"""

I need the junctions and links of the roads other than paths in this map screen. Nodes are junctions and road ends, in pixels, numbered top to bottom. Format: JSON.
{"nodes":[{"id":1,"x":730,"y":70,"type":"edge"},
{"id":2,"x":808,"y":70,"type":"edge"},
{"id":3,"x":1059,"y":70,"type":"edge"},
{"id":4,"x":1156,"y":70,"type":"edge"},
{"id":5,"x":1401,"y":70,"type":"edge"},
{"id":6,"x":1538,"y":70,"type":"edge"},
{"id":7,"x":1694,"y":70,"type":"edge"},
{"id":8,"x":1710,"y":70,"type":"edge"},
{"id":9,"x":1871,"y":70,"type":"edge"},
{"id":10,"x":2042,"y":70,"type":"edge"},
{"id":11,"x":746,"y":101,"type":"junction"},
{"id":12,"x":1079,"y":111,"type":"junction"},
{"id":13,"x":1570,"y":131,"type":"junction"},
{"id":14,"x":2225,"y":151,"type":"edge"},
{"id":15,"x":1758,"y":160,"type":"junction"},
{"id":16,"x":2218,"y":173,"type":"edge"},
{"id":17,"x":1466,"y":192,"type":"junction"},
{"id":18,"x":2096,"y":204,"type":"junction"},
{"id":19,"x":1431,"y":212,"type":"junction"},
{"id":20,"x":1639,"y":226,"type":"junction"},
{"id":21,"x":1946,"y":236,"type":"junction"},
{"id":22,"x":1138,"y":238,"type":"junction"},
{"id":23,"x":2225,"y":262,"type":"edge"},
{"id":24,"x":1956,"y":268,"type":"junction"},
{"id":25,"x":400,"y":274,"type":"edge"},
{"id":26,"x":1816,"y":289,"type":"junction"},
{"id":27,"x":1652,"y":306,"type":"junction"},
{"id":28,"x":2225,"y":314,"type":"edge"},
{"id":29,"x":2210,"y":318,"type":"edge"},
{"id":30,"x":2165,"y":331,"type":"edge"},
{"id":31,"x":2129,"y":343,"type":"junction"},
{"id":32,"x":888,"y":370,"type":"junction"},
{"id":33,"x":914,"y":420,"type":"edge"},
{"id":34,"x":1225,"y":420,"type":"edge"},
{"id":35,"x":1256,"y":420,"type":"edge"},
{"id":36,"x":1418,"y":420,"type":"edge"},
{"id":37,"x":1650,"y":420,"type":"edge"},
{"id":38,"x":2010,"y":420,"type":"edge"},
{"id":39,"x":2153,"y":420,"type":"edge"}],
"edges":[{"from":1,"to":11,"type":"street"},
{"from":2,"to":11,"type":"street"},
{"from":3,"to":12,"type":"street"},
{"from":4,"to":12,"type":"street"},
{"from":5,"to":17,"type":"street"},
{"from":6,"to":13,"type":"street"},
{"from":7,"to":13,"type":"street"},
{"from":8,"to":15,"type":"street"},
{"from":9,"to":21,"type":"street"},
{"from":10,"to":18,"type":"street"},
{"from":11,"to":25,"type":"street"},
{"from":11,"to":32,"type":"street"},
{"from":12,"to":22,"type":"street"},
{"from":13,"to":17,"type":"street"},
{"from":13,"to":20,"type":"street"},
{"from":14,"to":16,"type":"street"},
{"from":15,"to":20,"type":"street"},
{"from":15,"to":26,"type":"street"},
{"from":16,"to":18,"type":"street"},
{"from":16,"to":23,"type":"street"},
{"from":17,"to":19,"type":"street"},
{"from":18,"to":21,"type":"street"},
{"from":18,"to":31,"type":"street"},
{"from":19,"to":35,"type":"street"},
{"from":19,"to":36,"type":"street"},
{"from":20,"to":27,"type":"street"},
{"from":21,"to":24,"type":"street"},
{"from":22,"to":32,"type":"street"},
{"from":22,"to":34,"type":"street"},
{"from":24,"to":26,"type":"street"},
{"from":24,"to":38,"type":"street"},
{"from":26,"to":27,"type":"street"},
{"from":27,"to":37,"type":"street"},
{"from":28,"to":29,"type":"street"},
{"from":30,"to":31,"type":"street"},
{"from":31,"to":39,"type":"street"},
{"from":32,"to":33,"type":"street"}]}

"""

== What needs to be done ==
Each entry must be reproduced verbatim.

== Solution ==
I need the junctions and links of the roads other than paths in this map screen. Nodes are junctions and road ends, in pixels, numbered top to bottom. Format: JSON.
{"nodes":[{"id":1,"x":730,"y":70,"type":"edge"},
{"id":2,"x":808,"y":70,"type":"edge"},
{"id":3,"x":1059,"y":70,"type":"edge"},
{"id":4,"x":1156,"y":70,"type":"edge"},
{"id":5,"x":1401,"y":70,"type":"edge"},
{"id":6,"x":1538,"y":70,"type":"edge"},
{"id":7,"x":1694,"y":70,"type":"edge"},
{"id":8,"x":1710,"y":70,"type":"edge"},
{"id":9,"x":1871,"y":70,"type":"edge"},
{"id":10,"x":2042,"y":70,"type":"edge"},
{"id":11,"x":746,"y":101,"type":"junction"},
{"id":12,"x":1079,"y":111,"type":"junction"},
{"id":13,"x":1570,"y":131,"type":"junction"},
{"id":14,"x":2225,"y":151,"type":"edge"},
{"id":15,"x":1758,"y":160,"type":"junction"},
{"id":16,"x":2218,"y":173,"type":"edge"},
{"id":17,"x":1466,"y":192,"type":"junction"},
{"id":18,"x":2096,"y":204,"type":"junction"},
{"id":19,"x":1431,"y":212,"type":"junction"},
{"id":20,"x":1639,"y":226,"type":"junction"},
{"id":21,"x":1946,"y":236,"type":"junction"},
{"id":22,"x":1138,"y":238,"type":"junction"},
{"id":23,"x":2225,"y":262,"type":"edge"},
{"id":24,"x":1956,"y":268,"type":"junction"},
{"id":25,"x":400,"y":274,"type":"edge"},
{"id":26,"x":1816,"y":289,"type":"junction"},
{"id":27,"x":1652,"y":306,"type":"junction"},
{"id":28,"x":2225,"y":314,"type":"edge"},
{"id":29,"x":2210,"y":318,"type":"edge"},
{"id":30,"x":2165,"y":331,"type":"edge"},
{"id":31,"x":2129,"y":343,"type":"junction"},
{"id":32,"x":888,"y":370,"type":"junction"},
{"id":33,"x":914,"y":420,"type":"edge"},
{"id":34,"x":1225,"y":420,"type":"edge"},
{"id":35,"x":1256,"y":420,"type":"edge"},
{"id":36,"x":1418,"y":420,"type":"edge"},
{"id":37,"x":1650,"y":420,"type":"edge"},
{"id":38,"x":2010,"y":420,"type":"edge"},
{"id":39,"x":2153,"y":420,"type":"edge"}],
"edges":[{"from":1,"to":11,"type":"street"},
{"from":2,"to":11,"type":"street"},
{"from":3,"to":12,"type":"street"},
{"from":4,"to":12,"type":"street"},
{"from":5,"to":17,"type":"street"},
{"from":6,"to":13,"type":"street"},
{"from":7,"to":13,"type":"street"},
{"from":8,"to":15,"type":"street"},
{"from":9,"to":21,"type":"street"},
{"from":10,"to":18,"type":"street"},
{"from":11,"to":25,"type":"street"},
{"from":11,"to":32,"type":"street"},
{"from":12,"to":22,"type":"street"},
{"from":13,"to":17,"type":"street"},
{"from":13,"to":20,"type":"street"},
{"from":14,"to":16,"type":"street"},
{"from":15,"to":20,"type":"street"},
{"from":15,"to":26,"type":"street"},
{"from":16,"to":18,"type":"street"},
{"from":16,"to":23,"type":"street"},
{"from":17,"to":19,"type":"street"},
{"from":18,"to":21,"type":"street"},
{"from":18,"to":31,"type":"street"},
{"from":19,"to":35,"type":"street"},
{"from":19,"to":36,"type":"street"},
{"from":20,"to":27,"type":"street"},
{"from":21,"to":24,"type":"street"},
{"from":22,"to":32,"type":"street"},
{"from":22,"to":34,"type":"street"},
{"from":24,"to":26,"type":"street"},
{"from":24,"to":38,"type":"street"},
{"from":26,"to":27,"type":"street"},
{"from":27,"to":37,"type":"street"},
{"from":28,"to":29,"type":"street"},
{"from":30,"to":31,"type":"street"},
{"from":31,"to":39,"type":"street"},
{"from":32,"to":33,"type":"street"}]}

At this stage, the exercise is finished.